Man sollte mal über „Ghost Rider: Spirit of Vengeance“ sprechen, auch wenn der Film nicht der Rede wert ist. Die Comicverfilmung – eine mystisch-verquaste Actionstory – sieht aus wie die bewegte Bebilderung von Heavy-Metal-Albumcovern aus den 80ern: Titelfigur ist ein feuerumtoster Totenkopfmann auf einem feurigen Motorrad, der kettenschwingend die Bösewichter bekämpft. Fürs vollends Stilechte fehlen nur noch nackte Frauen an seiner Seite. In diesem Film jedenfalls wird – unsinnig-eklektizistischerweise – unvermutet auch das Cover des Pink Floyd-Albums „Wish You Were Here“ zitiert, der Handschlag mit einem Brennenden – sinnfreie Referenz in einem sinnfreien Film.
Dieser zweite Ghost Rider-Film jedenfalls scheint eine Ära der Schallplattencoververfilmungen einzuläuten. Denn nicht so konkret, aber offenkundig genug wirkt „Die Frau in Schwarz“ wie das filmgewordene erste Black Sabbath-Album. Die schwarzgekleidete Frau vor einer halbverfallenen viktorianischen Villa inmitten eines verwilderten Gartens mit diversem Gestrüpp: das ist die Atmosphäre im Örtchen Crythin Gifford, wo das Anwesen Eel Marsh House, fast unerreichbar auf einer Watt-Insel gelegen, nach dem Tod der Besitzerin verkauft werden soll, und wo sich die Geister umtreiben, angeführt von der Frau in Schwarz: „What is this that stands before me? Figure in black which points at me!”
Dies ist der erste Film mit Daniel Radcliffe in der Hauptrolle nach den Harry Potter-Zeiten. Und wieder kriegt er es mit dem Übernatürlichen zu tun, ist mit dem Zug unterwegs an einen verzauberten Ort – aber nicht von Gleis 9 ¾ aus, sondern eher, wie Jonathan Harker in die Karpaten kutschiert. Er, der Anwalt Arthur Kipps, soll die Formalitäten von Erbschaft und Verkauf regeln. Der Film spielt in den 20ern, Autos und Telefon sind selten, der Aberglaube ist stark und die Traumata, die das Böse in Eel Marsh House heraufbeschworen, liegen erst ein paar Jahrzehnte zurück, in einer Zeit, als auf dem englischen Thron die in Trauerkleidung gewandete Königin saß … Doch es geht weniger um die viktorianische Gesellschaft zwischen Repression und Großmachtsempire als um die ganz persönlichen Trauermomente von verlorenen Ehefrauen und verlorenen Kindern. Der bösen schwarzen Frau ist die weiße Frau der Liebe gegenübergestellt, die Braut von Mr. Kipps, die im Kindbett starb, und dem rachsüchtigen Zorn der Toten die Trauer all derer, die ihre Kinder verloren haben an den Tod, zum Sterben verführt vom schwarzen Geist.
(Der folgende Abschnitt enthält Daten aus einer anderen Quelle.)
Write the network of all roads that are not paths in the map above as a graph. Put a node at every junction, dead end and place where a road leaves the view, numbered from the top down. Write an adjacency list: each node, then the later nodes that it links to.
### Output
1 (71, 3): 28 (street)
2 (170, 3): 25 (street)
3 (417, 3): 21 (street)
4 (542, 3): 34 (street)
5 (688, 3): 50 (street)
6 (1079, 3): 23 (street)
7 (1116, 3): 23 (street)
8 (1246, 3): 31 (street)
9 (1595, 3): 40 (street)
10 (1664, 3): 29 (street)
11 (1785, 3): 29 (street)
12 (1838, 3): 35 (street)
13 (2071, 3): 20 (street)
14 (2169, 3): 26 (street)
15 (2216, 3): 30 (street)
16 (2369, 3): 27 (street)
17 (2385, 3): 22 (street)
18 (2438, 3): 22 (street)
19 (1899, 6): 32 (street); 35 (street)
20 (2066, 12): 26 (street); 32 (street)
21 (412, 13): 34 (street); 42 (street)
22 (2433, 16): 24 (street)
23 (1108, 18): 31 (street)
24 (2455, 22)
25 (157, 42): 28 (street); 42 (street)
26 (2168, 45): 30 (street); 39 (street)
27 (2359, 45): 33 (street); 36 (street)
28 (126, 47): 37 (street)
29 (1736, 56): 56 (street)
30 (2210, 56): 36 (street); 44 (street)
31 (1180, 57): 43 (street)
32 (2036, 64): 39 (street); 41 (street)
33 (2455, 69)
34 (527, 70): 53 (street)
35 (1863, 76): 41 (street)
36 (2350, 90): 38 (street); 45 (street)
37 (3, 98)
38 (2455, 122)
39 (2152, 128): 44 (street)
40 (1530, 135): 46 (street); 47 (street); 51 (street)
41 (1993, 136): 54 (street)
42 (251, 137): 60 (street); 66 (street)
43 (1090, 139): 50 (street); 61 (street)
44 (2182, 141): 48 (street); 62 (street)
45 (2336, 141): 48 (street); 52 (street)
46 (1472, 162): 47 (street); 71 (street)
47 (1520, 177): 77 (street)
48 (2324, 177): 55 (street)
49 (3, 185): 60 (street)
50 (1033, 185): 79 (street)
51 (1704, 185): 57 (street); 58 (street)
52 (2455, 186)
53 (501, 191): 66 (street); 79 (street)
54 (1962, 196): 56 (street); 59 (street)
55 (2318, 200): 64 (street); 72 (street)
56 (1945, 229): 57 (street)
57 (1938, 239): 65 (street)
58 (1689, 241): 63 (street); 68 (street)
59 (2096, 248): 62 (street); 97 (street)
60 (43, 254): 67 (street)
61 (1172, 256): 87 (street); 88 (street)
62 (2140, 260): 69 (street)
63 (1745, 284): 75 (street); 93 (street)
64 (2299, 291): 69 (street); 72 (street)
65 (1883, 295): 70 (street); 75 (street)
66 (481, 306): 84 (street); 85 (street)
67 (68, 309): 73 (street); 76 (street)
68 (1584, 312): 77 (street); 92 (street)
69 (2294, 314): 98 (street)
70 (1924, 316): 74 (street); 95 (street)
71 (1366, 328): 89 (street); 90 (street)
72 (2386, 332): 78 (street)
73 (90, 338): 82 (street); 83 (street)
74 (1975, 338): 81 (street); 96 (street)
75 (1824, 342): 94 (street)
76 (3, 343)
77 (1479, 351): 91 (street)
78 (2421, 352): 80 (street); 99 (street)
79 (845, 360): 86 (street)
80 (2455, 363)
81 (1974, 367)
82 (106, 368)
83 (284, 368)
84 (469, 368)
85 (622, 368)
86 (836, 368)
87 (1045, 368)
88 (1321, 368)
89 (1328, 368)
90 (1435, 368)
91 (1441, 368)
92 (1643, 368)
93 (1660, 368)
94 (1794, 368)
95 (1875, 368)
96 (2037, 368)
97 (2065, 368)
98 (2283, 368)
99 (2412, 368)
Es gibt die Hammer-Studios wieder, die in den 60er Jahren ihre eigenen stilbildenden Horrorfilme schufen und nun diesen Film produzierten, der den Geist des Unheimlichen hervorruft: höchst atmosphärisch die Ausstattung des Films, sowohl der paar ärmlichen Hütten des Dorfes wie auch des Herrenhauses, vollgestopft mit allerlei Nippes, Figuren, Puppen und Spieldosen. Kaltes, verregnetes, nebliges Wetter in einer kargen Küstenlandschaft, eine Villa auf einer Insel, die nur über einen Fahrweg erreichbar ist, der bei Flut verschwindet – der Hintergrund ist so klischeehaft wie perfekt, wie auch die Schauer- und Schockmomente des Films sich am traditionellen filmischen Repertoire bedienen, aber dennoch funktionieren.
Schatten und unheimliche Geräusche, Gesichter an Fenstern und Figuren in verregneter Nacht, kleine Suggestionen und große Effekte – man weiß, was kommen wird, und erschrickt doch. Das ist die Kunst der Gruselinszenierung. Gut, manchmal wird ein Schatten zu deutlich von unheimlicher Musik begleitet, und zwischendrin wird das allzu ähnliche Auftauchen der Erscheinungen fast eintönig – wie der Song „Black Sabbath“ allzu lange am Tritonus-Riff hängt. Doch der nächste Schock im Film – wie der nächste musikalische Einfall von Black Sabbath – folgt sogleich. Bis „Die Frau in Schwarz“ dann in einem perfekten Ende – soll man es happy nennen? – mündet.